From Munich, July 6, Thompson wrote to Sir Joseph Banks, to tell him that his Electoral Highness had been asked to become a Fellow of the Royal Society. He said:

I should have done myself the honour to have written to you upon this subject some time ago, but I waited for a favourable opportunity to speak to his Electoral Highness about it.

It was only a few days since I came into waiting as aide-de-camp to his Most Serene Highness. I shall continue about his person till September, when I purpose making a tour for a couple of months in the mountains of Tyrol, upon the confines of Bavaria, and the dominions of the Bishop of Saltzburg, a country extremely interesting in several points of view.


He gave his direction as ‘M. le Chevalier Thompson, colonel et aide-de-camp général au service de S.A.S. l’Élect. Palatin, Duc de Bavière.’

He ended, ‘I am, dear Sir, with sincere regard and respect, your most obedient and most humble servant.’

He again wrote to Sir Joseph Banks on July 24. He began by asking if he could have one of the two hundred medals for Cook’s voyages given to Fellows of the Royal Society, and he ended with a postscript:

I beg you would make my best compliments to Mr. Blagden when you see him, and tell him I hope he will not entirely forget an old correspondent who remembers him with great affection.

Cuvier, in his éloge of Count Rumford, says of the Electors of Bavaria:

Les souverains agrandis à l’époque des guerres de religion, par suite de leur zèle pour le catholicisme, avaient longtemps porté les marques de ce zèle bien au-delà de ce que réclame un catholicisme éclairé: ils encourageaient la dévotion et ne faisaient rien pour l’industrie; on comptait dans leurs états plus de couvents que de fabriques. L’armée y était à peu près nulle; l’ignorance et l’inertie dominaient dans toutes les classes de la société.

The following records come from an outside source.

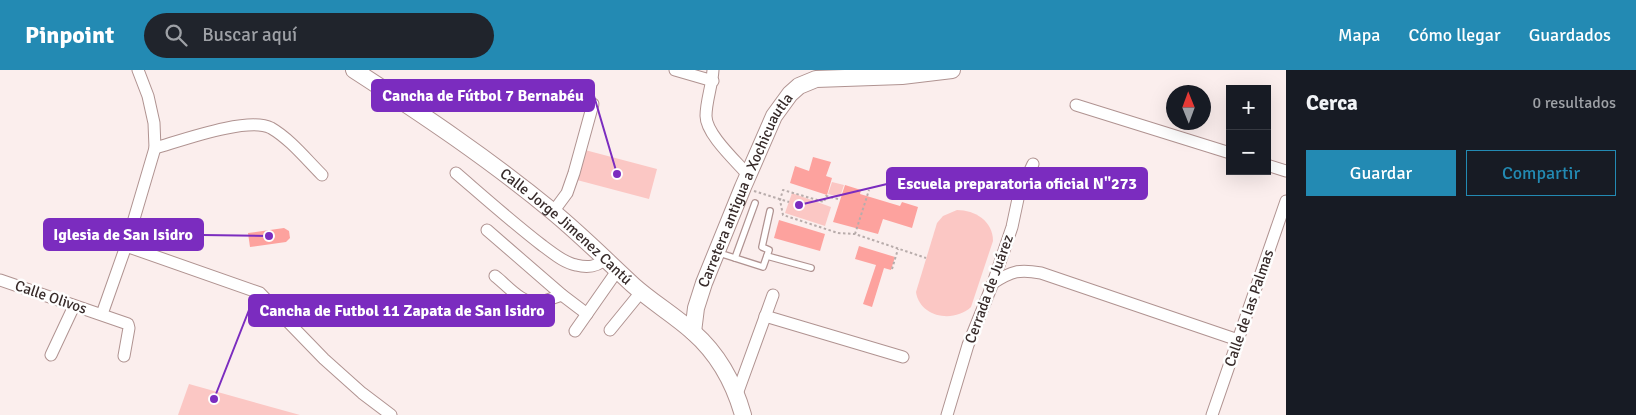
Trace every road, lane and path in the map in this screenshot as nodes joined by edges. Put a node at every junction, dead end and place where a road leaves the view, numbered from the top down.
1 (138, 70) edge
2 (354, 70) edge
3 (675, 70) edge
4 (948, 71) edge
5 (814, 74) edge
6 (713, 75) edge
7 (593, 104) dead end
8 (1076, 105) dead end
9 (155, 148) junction
10 (1226, 152) edge
11 (1033, 164) dead end
12 (1271, 166) edge
13 (1286, 170) edge
14 (456, 174) dead end
15 (322, 175) dead end
16 (745, 181) junction
17 (869, 190) dead end
18 (838, 199) dead end
19 (780, 200) junction
20 (1286, 201) edge
21 (789, 202) dead end
22 (755, 203) dead end
23 (770, 211) dead end
24 (553, 212) junction
25 (487, 230) dead end
26 (855, 234) junction
27 (126, 246) junction
28 (898, 249) junction
29 (717, 253) junction
30 (767, 256) junction
31 (735, 258) junction
32 (926, 258) dead end
33 (605, 259) junction
34 (811, 268) dead end
35 (892, 269) dead end
36 (617, 271) junction
37 (495, 276) dead end
38 (0, 280) edge
39 (993, 283) junction
40 (641, 292) junction
41 (562, 295) junction
42 (773, 295) dead end
43 (74, 306) junction
44 (102, 314) junction
45 (588, 314) junction
46 (765, 316) junction
47 (610, 330) dead end
48 (576, 331) dead end
49 (693, 332) junction
50 (1238, 340) junction
51 (51, 355) dead end
52 (124, 356) dead end
53 (903, 357) dead end
54 (737, 394) junction
55 (391, 415) edge
56 (744, 415) edge
57 (947, 415) edge
58 (1212, 415) edge

1 - 9 street
2 - 24 main road, Calle Jorge Jimenez Cantú
3 - 6 street
4 - 5 main road, Carretera antigua a Xochicuautla
5 - 16 main road, Carretera antigua a Xochicuautla
6 - 16 street
7 - 24 street
8 - 10 street
9 - 15 street
9 - 27 street
11 - 39 street, Cerrada de Juárez
12 - 13 street
14 - 33 street
16 - 19 path
16 - 29 main road, Carretera antigua a Xochicuautla
17 - 26 path
18 - 19 path
19 - 21 path
19 - 26 path
20 - 50 street, Calle de las Palmas
22 - 31 lane
23 - 30 lane
24 - 33 main road, Calle Jorge Jimenez Cantú
25 - 41 street
26 - 28 path
27 - 44 street
27 - 55 street
28 - 32 path
28 - 35 path
29 - 31 lane
29 - 49 main road, Carretera antigua a Xochicuautla
30 - 31 lane
30 - 34 lane
33 - 36 main road, Calle Jorge Jimenez Cantú
36 - 40 main road, Calle Jorge Jimenez Cantú
36 - 45 street
37 - 41 street
38 - 43 street, Calle Olivos
39 - 50 street
39 - 57 street, Cerrada de Juárez
40 - 47 street
40 - 49 main road, Calle Jorge Jimenez Cantú
41 - 45 street
42 - 46 street
43 - 44 street, Calle Olivos
43 - 51 street
44 - 52 street, Calle Olivos
45 - 48 street
46 - 53 street
46 - 54 street
49 - 54 main road, Calle Jorge Jimenez Cantú
50 - 58 street, Calle de las Palmas
54 - 56 main road, Calle Jorge Jimenez Cantú

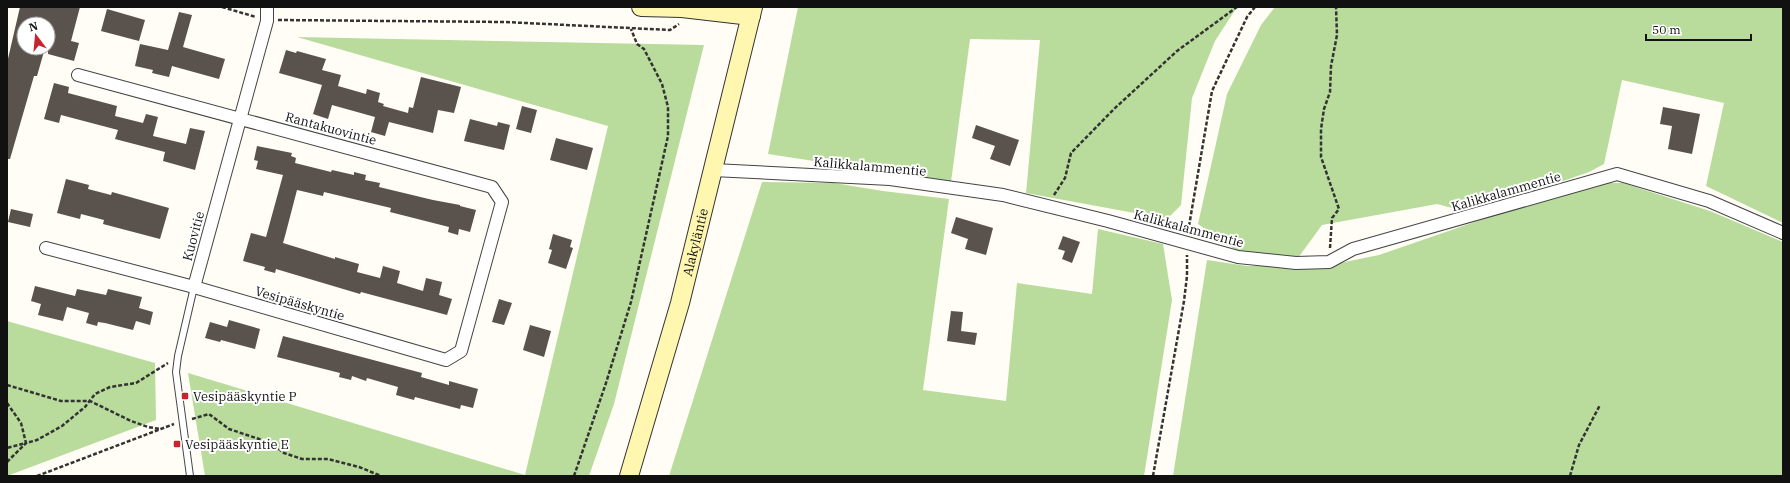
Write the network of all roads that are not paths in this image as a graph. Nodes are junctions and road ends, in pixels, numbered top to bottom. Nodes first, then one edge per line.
1 (266, 7) edge
2 (641, 7) edge
3 (752, 11) edge
4 (78, 75) dead end
5 (240, 117) junction
6 (713, 170) junction
7 (1783, 233) edge
8 (46, 248) dead end
9 (484, 268) joint
10 (194, 287) junction
11 (190, 476) edge
12 (629, 476) edge

1 - 5 street, Kuovitie
2 - 3 main road
3 - 6 main road, Alakyläntie
4 - 5 street, Rantakuovintie
5 - 9 street, Rantakuovintie
5 - 10 street, Kuovitie
6 - 7 street, Kalikkalammentie
6 - 12 main road, Alakyläntie
8 - 10 street, Vesipääskyntie
9 - 10 street, Vesipääskyntie
10 - 11 lane, Kuovitie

The first work in Bavaria of Sir Benjamin Thompson was to rearrange the military service and introduce a new system of order, discipline, and economy among the troops. In the execution of this commission he says: ‘I was ever mindful of that great and important truth that no political arrangement can be really good except in so far as it contributes to the general good of society. I have endeavoured to unite the interest of the soldier with the interest of civil society, and to render the military force, even in the times of peace, subservient to the public good.’ To make soldiers citizens, and citizens soldiers, the soldier was better paid, better clothed, better housed, better taught, better occupied, better amused, and, above all, allowed to earn money and to spend it as he pleased. Fixed garrisons were formed, and the army was used as a means of introducing useful improvements into the country. Thus military gardens were formed to introduce the culture of the potato. Workhouses for manufacturing clothing for the army were founded, first at Mannheim for the troops of the Palatinate and Duchies of Juliers and Bergen, and a few months afterwards at Munich for the fifteen Bavarian regiments. The greatest order and economy were used in the military manufactory and magazine, and after six years Sir B. Thompson wrote that the net profit on the various trades and manufactures in the Munich Workhouse up to that time was 100,000 florins; and he could refer to its growing reputation, its extensive connexions, which reached even to foreign countries, to the punctuality with which all its engagements were fulfilled, to its unimpeached credit, and to its growing wealth. The amount of orders executed in the sixth year of its establishment did not fall much short of half a million of florins.

Among the various measures that occurred to Sir B. Thompson by which the military of the country might be made subservient to the public good in time of peace, ‘none,’ he says, ‘appeared to me of so much importance as that of employing the army in clearing the country of beggars, thieves, and other vagabonds, and in watching over the public tranquillity.’